I know the snake would sooner eat her tail.

Village Smithy's picture

That's the deflationary mindset creeping in. "I don't need to act now conditions will improve in the future." Bernanke has wrung the last spare consumer discretionary dollar from the system.

dark pools of soros's picture

this is funny to watch.   I did a refi in '10 to 4.25 a year after getting the mortgage at 5.5.  Back then people did jump when they saw the rates creep up.. the sheep do learn where they are prodded to go..  give me sub 3% and I'll refi again



Meesohaawnee's picture

it doesnt matter.. You can pay ME the 3% i wouldnt buy a house at all. More silly propaganda. If people are concerned as they truly are the fish aint biting.. Here in Chicago? Who is crazy enough to be at the mercy  of King Rahm. pick pocketing you ever time  a desperate broke city wants to give a handout to a banker that owns the cubs. Its not about price. Its about being locked in jail just waiting for the to come and steal more.

crawldaddy's picture

you buy a house to live in it, as an investment, its risky and even dumb if you ask me.

Deflationary headwinds, growing pool of bad tenants, rising property taxes, always rising upkeep, more extreme weather events..... who needs the headaches..

GMadScientist's picture

Crackhead neighbors (growing pool of bad tenants), rising rent, slumlord service and upkeep, and by the way, you're evicted because Leona didn't pay her note.


GMadScientist's picture

Exactly. There is no interest number low enough to make me ignore the degree to which the principal is over the trend line. Not gonna happen.

Thanks for playin', Ben! GG, motherfucker.

dark pools of soros's picture

how's section 8 or mom's house treating you?   trailer maybe?   tent city?  


or just a grumpy apartment dweller eaves dropping on your neighbor all day


monad's picture

Oops, your manacle is broken. Please put on this new manacle.

Snakeeyes's picture

I track mortgage refis every week and with 14 Administration programs and Fed twisting the night away, THIS is the best they can do?

Yup, a low velocity recovery. Notice Bernanke never discussses velocity?

Ned Zeppelin's picture

 A statistic I'd like to see:  the "tranches" of actual interest rates people are paying on their residential mortgages, by rate increment and then the dollar amount in that increment. I bet a large number of mortgages are at much higher rates.

I say that because there are a large number of mortages out there which are simply underwater for purposes of getting these rates (the 2004-2007 vintage mortgages) and they cannot be refi'd to these lower rates.

I think the correct way of thinking about this is that those who could refi'd already have.  So when you see rates going up, that's why you see the collapse in apps.  Those who can are already in at the lower rate. Those who cannot, have not and will not get the opportunity to do so.

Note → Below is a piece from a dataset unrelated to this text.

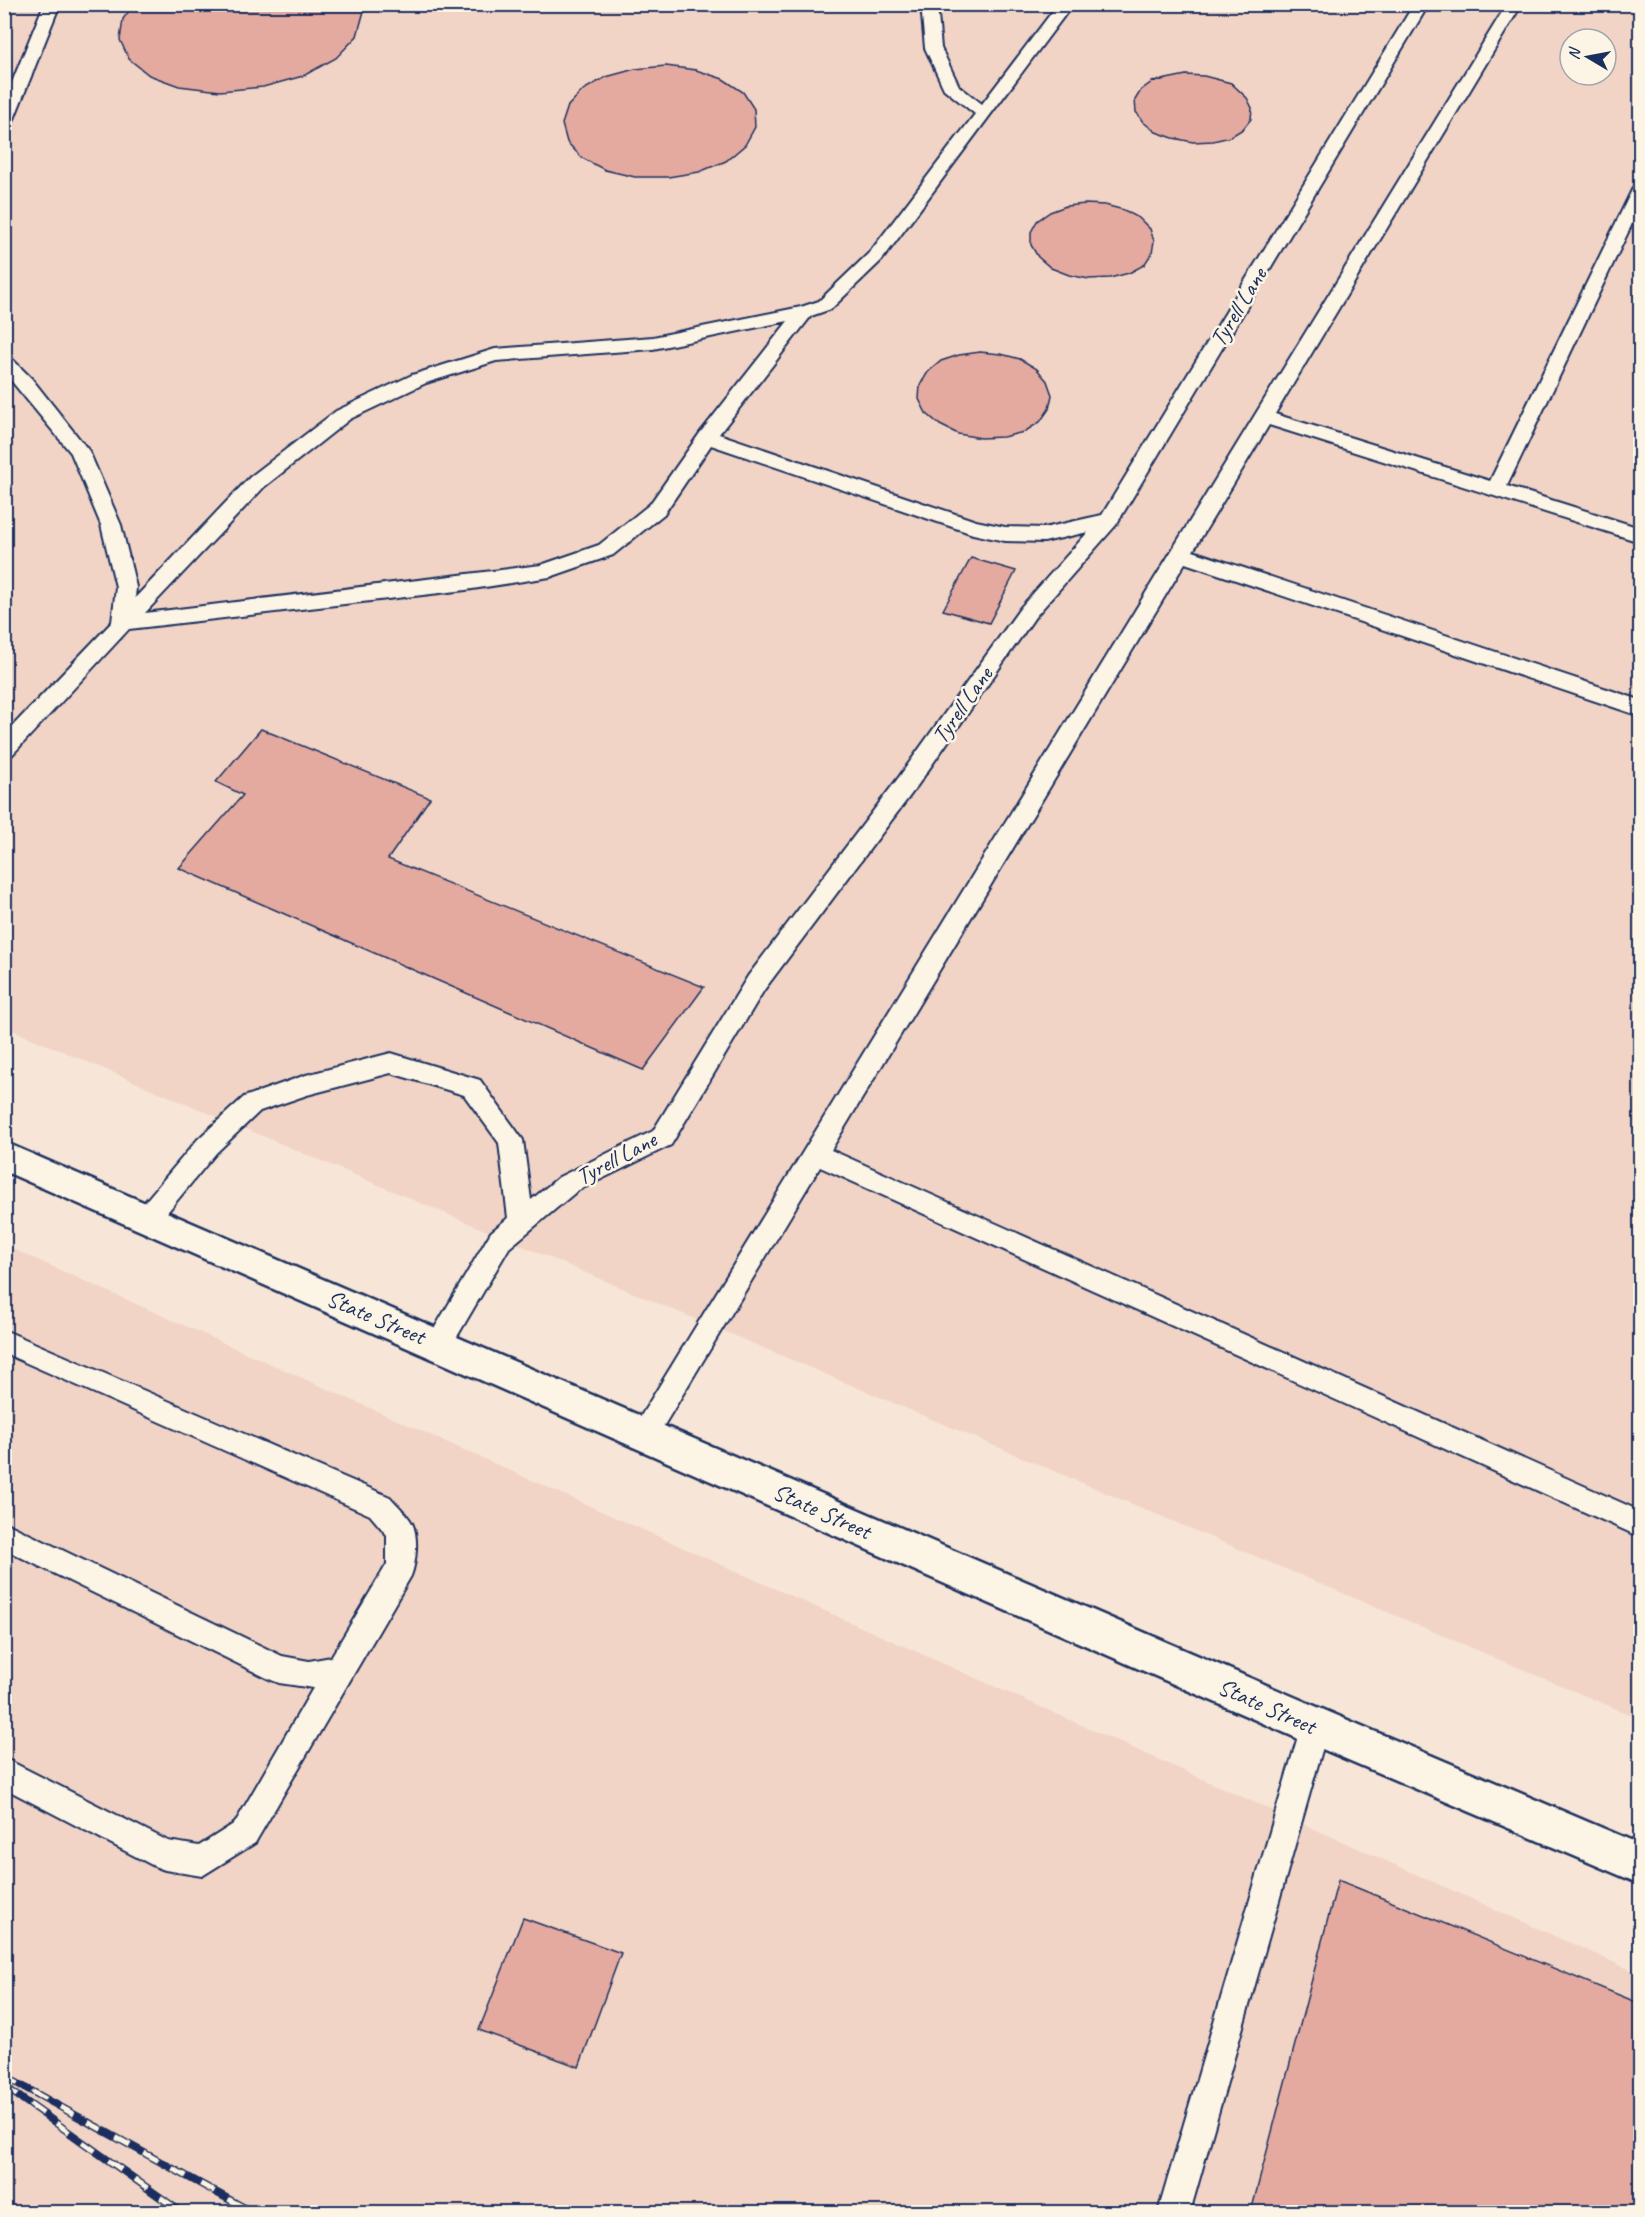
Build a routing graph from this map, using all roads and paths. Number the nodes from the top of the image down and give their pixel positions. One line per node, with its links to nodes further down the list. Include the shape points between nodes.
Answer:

slewie the pi-rat's picture

you got a job and want to buy a house: go buy a  house

and have a nice day!

GMadScientist's picture

How would encouraging refinancing materially improve the housing market?


Strut's picture

increased disposable income = increased economic stimulus = increased housing demand

Dirtt's picture

"So, does the Fed need to signal that rates will be rising soon?"

I'm sure someone else came to this conclusion but signaling an end to ZIRP will spook the mortgage industry more not refi candidates. Qualified refis have had all the time in the world to lock in rates. A rise in rates will put past refis closer to par or in-the-money and shut everyone still left who is qualified out of the market forever.